Start of Block

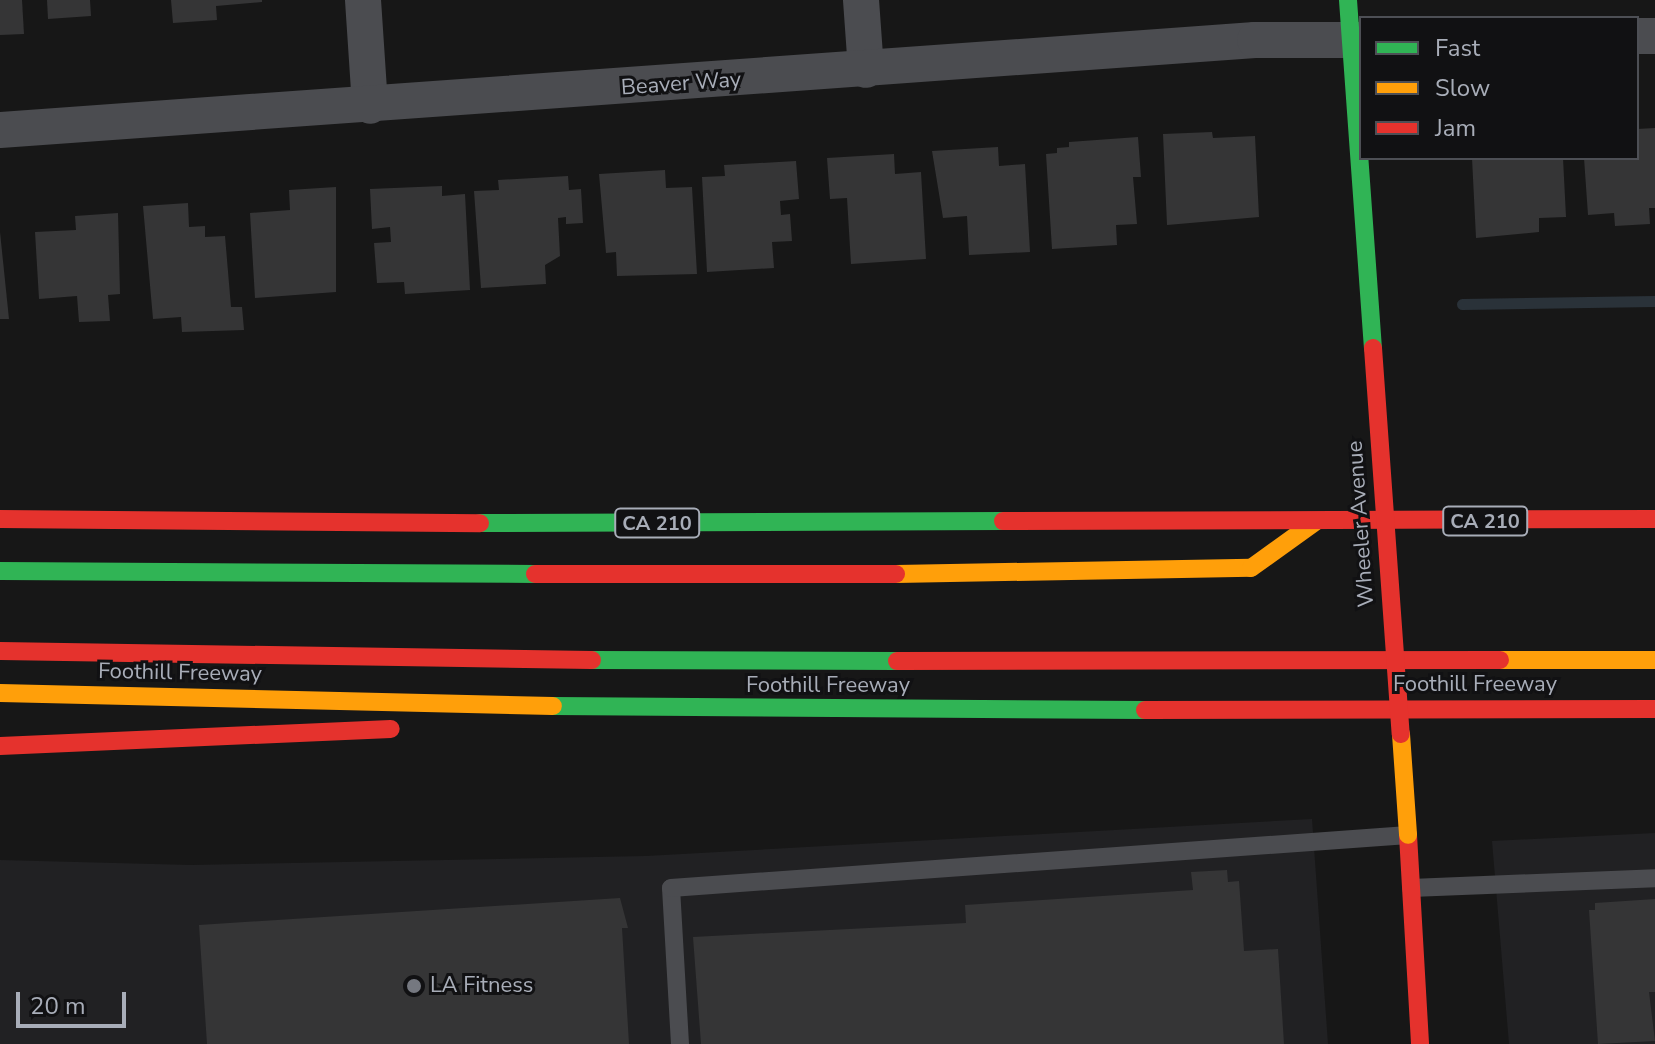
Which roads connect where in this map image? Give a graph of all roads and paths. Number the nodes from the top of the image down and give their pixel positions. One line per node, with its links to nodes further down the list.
1 (363, 0): 7 (street)
2 (861, 0): 5 (street)
3 (1348, 0): 4 (main road, Wheeler Avenue)
4 (1356, 40): 5 (street, Beaver Way); 6 (main road, Wheeler Avenue, bridge)
5 (866, 70): 7 (street, Beaver Way)
6 (1359, 94)
7 (370, 106): 8 (street, Beaver Way)
8 (0, 130)
9 (1363, 160): 22 (main road, Wheeler Avenue, bridge)
10 (0, 519): 12 (main road, CA 210)
11 (1655, 519): 12 (main road, CA 210)
12 (1315, 522): 13 (main road)
13 (0, 571)
14 (0, 651): 15 (main road)
15 (1655, 660)
16 (0, 693): 18 (main road, Foothill Freeway)
17 (1655, 709): 18 (main road, Foothill Freeway)
18 (789, 711): 19 (main road)
19 (489, 725)
20 (410, 728): 21 (main road)
21 (0, 746)
22 (1408, 835): 24 (main road, Wheeler Avenue); 25 (lane)
23 (1655, 878): 24 (lane)
24 (1411, 888): 26 (main road, Wheeler Avenue)
25 (680, 1044)
26 (1420, 1044)

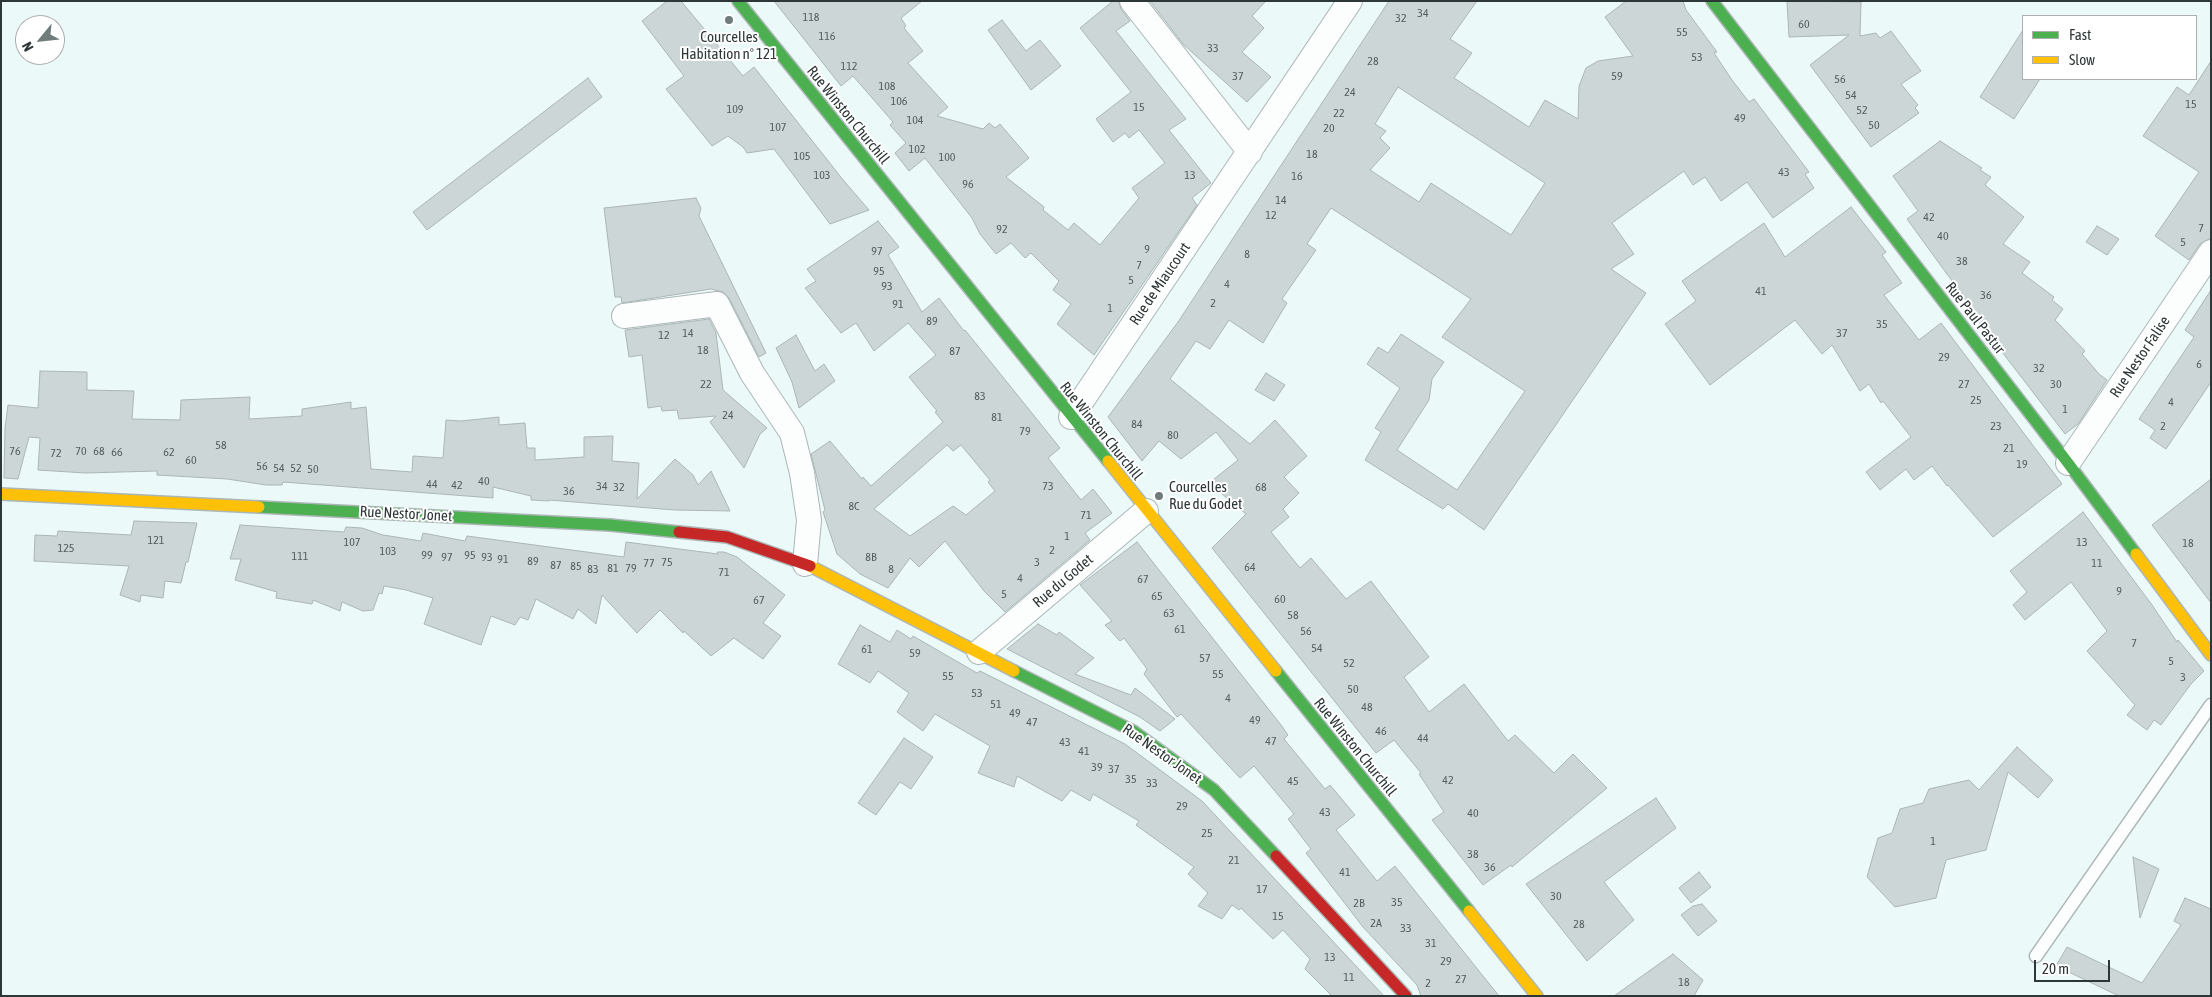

End of Block

Pictures are not part of the copy. Restate everything else in the listing word for word.

## Task result
Which roads connect where in this map image? Give a graph of all roads and paths. Number the nodes from the top of the image down and give their pixel positions. One line per node, with its links to nodes further down the list.
1 (363, 0): 7 (street)
2 (861, 0): 5 (street)
3 (1348, 0): 4 (main road, Wheeler Avenue)
4 (1356, 40): 5 (street, Beaver Way); 6 (main road, Wheeler Avenue, bridge)
5 (866, 70): 7 (street, Beaver Way)
6 (1359, 94)
7 (370, 106): 8 (street, Beaver Way)
8 (0, 130)
9 (1363, 160): 22 (main road, Wheeler Avenue, bridge)
10 (0, 519): 12 (main road, CA 210)
11 (1655, 519): 12 (main road, CA 210)
12 (1315, 522): 13 (main road)
13 (0, 571)
14 (0, 651): 15 (main road)
15 (1655, 660)
16 (0, 693): 18 (main road, Foothill Freeway)
17 (1655, 709): 18 (main road, Foothill Freeway)
18 (789, 711): 19 (main road)
19 (489, 725)
20 (410, 728): 21 (main road)
21 (0, 746)
22 (1408, 835): 24 (main road, Wheeler Avenue); 25 (lane)
23 (1655, 878): 24 (lane)
24 (1411, 888): 26 (main road, Wheeler Avenue)
25 (680, 1044)
26 (1420, 1044)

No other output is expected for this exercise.